La maison biscornue d’ Agatha Christie

— Il faut qu’il parle ?

— Ça s’explique. Du fait même qu’il a tué, il est seul. Il aurait besoin de se confier… et la chose lui est interdite, ce qui ne fait qu’exacerber son envie de parler de son crime. Il ne dira rien, bien sûr, du meurtre lui-même, mais il le discutera, avancera des théories, échafaudera des hypothèses. À ta place, Charles, c’est de ce côté-là que je chercherais. Vois les gens et fais-les parler ! Ça n’ira pas tout seul, c’est évident, mais je suis convaincu qu’ils sont plusieurs qui seront heureux de te faire des confidences, parce qu’ils ne verront aucun inconvénient à dire à un étranger des choses qu’ils ne peuvent pas se dire entre eux. Tu verras bien ceux qui ont vraiment quelque chose à cacher, ceux qui essaieront de te lancer sur une fausse piste. Ceux-là commettent toujours la petite erreur qui les trahit.

Le moment me parut venu de rapporter à mon père ce que Sophia m’avait dit du caractère de tous les Leonidès. Tous impitoyables, mais de façon différente. La chose l’intéressa.

— Voilà, me dit-il, qui est évidemment fort intéressant. Il n’est guère de familles où l’on ne relève ainsi quelque trait caractéristique. Le défaut de la cuirasse… C’est passionnant, ces questions d’hérédité ! Les de Haviland sont sans pitié, mais ils ont le sens de la justice.

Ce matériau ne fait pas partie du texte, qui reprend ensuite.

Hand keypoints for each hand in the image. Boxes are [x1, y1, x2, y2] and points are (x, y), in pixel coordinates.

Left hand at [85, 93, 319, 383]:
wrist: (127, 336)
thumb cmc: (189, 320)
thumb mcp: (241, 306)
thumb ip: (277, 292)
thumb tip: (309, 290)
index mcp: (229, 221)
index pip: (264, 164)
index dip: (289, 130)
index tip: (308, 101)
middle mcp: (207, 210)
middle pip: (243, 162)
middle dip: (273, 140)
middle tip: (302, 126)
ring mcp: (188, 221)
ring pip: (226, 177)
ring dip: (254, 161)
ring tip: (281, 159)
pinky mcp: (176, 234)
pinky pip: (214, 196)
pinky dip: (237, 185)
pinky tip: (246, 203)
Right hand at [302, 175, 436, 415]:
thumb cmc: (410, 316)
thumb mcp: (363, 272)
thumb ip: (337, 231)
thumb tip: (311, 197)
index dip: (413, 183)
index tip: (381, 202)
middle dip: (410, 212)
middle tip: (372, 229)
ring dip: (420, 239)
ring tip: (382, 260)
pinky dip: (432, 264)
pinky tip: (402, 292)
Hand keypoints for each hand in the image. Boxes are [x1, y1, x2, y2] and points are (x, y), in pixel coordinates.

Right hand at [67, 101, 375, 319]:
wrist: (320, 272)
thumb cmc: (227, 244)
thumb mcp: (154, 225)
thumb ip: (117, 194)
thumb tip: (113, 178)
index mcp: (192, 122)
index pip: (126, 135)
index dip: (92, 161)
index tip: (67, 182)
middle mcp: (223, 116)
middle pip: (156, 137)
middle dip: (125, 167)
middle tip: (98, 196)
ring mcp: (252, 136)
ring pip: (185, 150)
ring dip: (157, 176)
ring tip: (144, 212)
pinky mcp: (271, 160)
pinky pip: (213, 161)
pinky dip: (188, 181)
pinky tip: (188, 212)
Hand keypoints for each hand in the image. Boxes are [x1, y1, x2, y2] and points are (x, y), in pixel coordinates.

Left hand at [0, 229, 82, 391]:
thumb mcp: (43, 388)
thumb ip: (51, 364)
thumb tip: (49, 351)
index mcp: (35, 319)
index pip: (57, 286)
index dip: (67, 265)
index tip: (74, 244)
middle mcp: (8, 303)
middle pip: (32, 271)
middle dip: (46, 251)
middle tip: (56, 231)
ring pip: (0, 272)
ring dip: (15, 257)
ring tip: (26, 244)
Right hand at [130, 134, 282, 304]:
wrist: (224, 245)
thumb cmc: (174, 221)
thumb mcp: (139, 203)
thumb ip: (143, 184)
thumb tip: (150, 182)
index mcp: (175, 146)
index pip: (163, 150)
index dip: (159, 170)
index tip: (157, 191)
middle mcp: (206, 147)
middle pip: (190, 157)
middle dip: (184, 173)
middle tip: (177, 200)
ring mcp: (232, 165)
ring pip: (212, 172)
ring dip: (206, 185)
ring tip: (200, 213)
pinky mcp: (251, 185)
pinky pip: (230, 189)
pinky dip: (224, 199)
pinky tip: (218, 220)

Les Leonidès ne sont pas moins durs, ils ne sont pas toujours très scrupuleux, mais, ce qui rachète tout, ils ne sont pas méchants. Seulement, imagine un descendant qui tienne et des uns et des autres ! Tu vois ce que je veux dire ?

Je n’eus pas le temps de répondre. Il poursuivait :

— Au surplus, je ne te conseille pas de te casser la tête avec ces histoires d’hérédité, qui sont d’une complexité décourageante. Le mieux que tu puisses faire, mon garçon, c’est de provoquer les confidences de ces gens-là. Sophia avait parfaitement raison de te dire que vous ne pouvez, elle et toi, que gagner à ce que la vérité soit connue.

Comme je me levais pour sortir, il ajouta :

— Autre chose ! Fais attention à la petite !

— À Joséphine ? Tu crois qu’elle pourrait me deviner ?

— Tu ne m’as pas compris. Je veux dire : « Veille à ce qu’il ne lui arrive rien ! »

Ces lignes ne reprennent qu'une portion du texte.